Dataset records
--- START ---

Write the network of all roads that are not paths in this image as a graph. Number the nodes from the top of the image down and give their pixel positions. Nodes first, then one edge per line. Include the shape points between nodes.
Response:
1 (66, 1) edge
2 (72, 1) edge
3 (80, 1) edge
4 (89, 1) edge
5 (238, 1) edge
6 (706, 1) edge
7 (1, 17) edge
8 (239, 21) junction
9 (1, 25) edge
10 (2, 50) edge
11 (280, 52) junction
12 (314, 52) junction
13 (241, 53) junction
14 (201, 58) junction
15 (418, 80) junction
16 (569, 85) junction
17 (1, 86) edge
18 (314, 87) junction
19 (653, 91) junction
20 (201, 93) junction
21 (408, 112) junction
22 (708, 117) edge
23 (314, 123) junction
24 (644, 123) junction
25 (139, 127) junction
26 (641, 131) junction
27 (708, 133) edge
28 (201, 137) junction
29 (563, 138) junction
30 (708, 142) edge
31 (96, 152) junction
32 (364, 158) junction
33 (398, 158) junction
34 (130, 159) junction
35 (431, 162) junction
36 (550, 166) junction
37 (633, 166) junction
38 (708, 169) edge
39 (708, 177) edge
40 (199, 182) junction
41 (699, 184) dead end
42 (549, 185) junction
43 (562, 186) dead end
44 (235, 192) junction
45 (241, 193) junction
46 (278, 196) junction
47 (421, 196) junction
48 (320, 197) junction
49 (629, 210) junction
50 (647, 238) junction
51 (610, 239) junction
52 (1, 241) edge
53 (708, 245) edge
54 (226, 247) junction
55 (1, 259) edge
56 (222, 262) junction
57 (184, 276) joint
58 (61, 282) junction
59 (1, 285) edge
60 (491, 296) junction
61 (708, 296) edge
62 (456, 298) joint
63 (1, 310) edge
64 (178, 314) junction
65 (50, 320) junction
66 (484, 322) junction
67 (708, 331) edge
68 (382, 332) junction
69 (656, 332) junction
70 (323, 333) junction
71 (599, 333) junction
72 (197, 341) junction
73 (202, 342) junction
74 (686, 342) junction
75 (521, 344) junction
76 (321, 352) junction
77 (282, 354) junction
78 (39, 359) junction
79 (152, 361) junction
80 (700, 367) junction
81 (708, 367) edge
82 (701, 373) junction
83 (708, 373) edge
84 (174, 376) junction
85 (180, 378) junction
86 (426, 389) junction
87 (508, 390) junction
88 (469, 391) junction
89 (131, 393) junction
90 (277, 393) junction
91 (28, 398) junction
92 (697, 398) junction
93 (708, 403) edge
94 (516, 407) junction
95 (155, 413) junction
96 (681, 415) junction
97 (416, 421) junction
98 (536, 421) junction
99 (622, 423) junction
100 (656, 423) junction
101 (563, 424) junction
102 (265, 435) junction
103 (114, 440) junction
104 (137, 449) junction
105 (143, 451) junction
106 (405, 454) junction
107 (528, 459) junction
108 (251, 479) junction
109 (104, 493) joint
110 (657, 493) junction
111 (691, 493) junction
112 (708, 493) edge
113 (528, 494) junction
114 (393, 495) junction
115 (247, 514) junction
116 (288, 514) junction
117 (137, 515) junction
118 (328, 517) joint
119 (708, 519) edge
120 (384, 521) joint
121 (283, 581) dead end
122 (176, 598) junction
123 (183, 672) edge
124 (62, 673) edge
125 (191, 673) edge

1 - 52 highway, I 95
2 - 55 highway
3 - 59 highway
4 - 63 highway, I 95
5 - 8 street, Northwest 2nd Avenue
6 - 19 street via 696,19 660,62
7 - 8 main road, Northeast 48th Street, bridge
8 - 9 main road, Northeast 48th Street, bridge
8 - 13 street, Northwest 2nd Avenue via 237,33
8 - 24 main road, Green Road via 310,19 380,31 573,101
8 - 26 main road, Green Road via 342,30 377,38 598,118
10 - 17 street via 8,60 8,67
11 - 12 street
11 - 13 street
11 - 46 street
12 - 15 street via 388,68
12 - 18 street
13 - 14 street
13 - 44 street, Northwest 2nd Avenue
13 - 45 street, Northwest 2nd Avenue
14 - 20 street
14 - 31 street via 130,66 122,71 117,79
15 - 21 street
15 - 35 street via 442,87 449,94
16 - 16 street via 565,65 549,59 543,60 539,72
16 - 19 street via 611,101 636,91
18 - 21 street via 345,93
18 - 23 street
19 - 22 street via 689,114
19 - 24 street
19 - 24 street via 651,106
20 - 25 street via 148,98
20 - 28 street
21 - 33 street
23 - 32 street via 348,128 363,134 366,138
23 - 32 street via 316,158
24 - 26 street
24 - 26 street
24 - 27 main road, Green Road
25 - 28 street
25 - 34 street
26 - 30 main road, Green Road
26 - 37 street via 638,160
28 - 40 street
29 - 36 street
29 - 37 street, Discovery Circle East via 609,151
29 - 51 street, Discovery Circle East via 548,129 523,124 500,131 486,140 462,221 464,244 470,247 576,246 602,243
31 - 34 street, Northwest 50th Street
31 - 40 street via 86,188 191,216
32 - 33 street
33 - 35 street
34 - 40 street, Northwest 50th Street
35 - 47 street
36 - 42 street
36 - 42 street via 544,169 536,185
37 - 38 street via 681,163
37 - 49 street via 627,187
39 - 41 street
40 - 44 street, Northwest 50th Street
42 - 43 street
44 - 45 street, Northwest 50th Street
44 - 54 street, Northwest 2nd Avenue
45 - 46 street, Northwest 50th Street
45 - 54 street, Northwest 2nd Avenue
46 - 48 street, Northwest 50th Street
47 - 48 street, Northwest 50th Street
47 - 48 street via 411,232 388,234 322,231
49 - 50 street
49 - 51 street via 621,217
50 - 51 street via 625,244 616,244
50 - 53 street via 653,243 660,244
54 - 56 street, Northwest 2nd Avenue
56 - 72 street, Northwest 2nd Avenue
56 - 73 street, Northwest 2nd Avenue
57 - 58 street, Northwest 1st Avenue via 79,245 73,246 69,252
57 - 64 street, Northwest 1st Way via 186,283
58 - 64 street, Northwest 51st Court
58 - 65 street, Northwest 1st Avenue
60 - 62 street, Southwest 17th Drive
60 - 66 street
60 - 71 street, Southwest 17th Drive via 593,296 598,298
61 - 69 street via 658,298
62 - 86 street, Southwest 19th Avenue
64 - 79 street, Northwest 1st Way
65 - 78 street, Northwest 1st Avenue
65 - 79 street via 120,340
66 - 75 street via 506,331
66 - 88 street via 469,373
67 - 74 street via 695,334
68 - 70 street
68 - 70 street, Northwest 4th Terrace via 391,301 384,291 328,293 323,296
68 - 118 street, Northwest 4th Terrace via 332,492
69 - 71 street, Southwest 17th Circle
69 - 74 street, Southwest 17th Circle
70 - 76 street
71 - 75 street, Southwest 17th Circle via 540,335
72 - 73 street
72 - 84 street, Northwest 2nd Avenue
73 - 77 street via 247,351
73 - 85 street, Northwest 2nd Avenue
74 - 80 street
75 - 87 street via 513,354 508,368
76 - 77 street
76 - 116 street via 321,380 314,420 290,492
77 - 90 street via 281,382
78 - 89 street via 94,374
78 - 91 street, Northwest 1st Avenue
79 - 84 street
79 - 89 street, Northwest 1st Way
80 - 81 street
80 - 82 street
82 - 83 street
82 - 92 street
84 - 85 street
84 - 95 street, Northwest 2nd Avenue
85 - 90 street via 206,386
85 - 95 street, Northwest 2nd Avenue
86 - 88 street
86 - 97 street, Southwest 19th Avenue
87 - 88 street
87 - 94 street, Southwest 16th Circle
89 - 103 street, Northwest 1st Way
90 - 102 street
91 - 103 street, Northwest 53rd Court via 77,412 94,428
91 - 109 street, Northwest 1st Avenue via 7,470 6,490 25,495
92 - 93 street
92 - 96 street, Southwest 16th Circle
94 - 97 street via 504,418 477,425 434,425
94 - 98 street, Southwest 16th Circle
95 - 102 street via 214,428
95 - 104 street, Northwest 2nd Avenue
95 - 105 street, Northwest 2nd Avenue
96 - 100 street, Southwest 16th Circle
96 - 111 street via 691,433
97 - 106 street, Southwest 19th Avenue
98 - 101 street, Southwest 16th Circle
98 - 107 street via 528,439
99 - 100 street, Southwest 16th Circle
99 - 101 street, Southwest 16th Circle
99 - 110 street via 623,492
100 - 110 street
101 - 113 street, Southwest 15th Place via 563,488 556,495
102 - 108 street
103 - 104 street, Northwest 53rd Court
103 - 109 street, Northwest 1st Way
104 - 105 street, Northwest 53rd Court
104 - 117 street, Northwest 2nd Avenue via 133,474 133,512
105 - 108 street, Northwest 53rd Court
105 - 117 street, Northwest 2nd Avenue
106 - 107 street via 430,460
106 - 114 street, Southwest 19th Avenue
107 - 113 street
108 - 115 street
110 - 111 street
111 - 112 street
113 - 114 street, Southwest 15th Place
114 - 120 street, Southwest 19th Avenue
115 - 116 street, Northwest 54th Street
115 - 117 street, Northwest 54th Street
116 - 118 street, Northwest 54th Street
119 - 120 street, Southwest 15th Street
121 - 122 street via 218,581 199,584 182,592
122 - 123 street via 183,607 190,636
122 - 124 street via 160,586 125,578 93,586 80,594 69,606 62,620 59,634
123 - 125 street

--- END ---

REQUIREMENT:
Your answer should be only a number: how many lines in the records hold the word "joint".

WRITTEN SOLUTION:
5